Quelli che hanno lavorato fin dal mattino presto però pensano di dover ricevere una paga più alta: hanno lavorato più ore, dunque meritano di più! Si crea in loro un’aspettativa, ben presto delusa, in quanto il Padrone dà a tutti la stessa paga. Il padrone non ha motivo di essere incolpato di ingiustizia, infatti si era messo d’accordo con i primi per un singolo denaro, e poi con i successivi aveva promesso di dare “ciò che era giusto”. Avendo attenzione degli ultimi da la stessa paga perché tutti abbiano di che mangiare per tutta la giornata. 
Essendo libero di fronte alle sue cose, invita a coloro che si erano lamentati a vedere che lui non aveva fatto nessun torto. Li invita a non essere invidiosi, cioè a non guardare con occhio cattivo il suo agire buono. Tutto questo  permette che … gli ultimi siano diventati i primi e i primi gli ultimi. D’altronde Gesù era venuto per quelli che erano bisognosi, non per coloro che si considerano già giusti. 

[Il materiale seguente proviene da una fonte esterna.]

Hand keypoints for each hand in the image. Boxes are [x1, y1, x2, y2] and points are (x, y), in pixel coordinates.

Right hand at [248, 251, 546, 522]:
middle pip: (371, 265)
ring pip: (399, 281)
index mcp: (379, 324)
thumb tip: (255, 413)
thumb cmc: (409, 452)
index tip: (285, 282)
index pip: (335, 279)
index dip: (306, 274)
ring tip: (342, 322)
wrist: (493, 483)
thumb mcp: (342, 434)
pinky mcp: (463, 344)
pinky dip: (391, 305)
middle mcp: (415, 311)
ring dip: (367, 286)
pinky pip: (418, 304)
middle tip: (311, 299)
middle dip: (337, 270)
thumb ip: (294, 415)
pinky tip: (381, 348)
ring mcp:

Nel regno di Dio l’ordine di importanza è rovesciato, perché esso possa servire a costruire relazione: il padrone impedisce che qualcuno si arricchisca a sproposito perché non diventi per loro superfluo e vanaglorioso, e va invece incontro a coloro che non potrebbero superare la giornata senza il minimo di provvidenza portato da quel denaro. 

Ecco come ragiona Dio: davanti a lui tutti i suoi figli sono preziosi, non ci sono preferenze, se non nell’ordine di una misericordia che rialza e riqualifica ogni persona.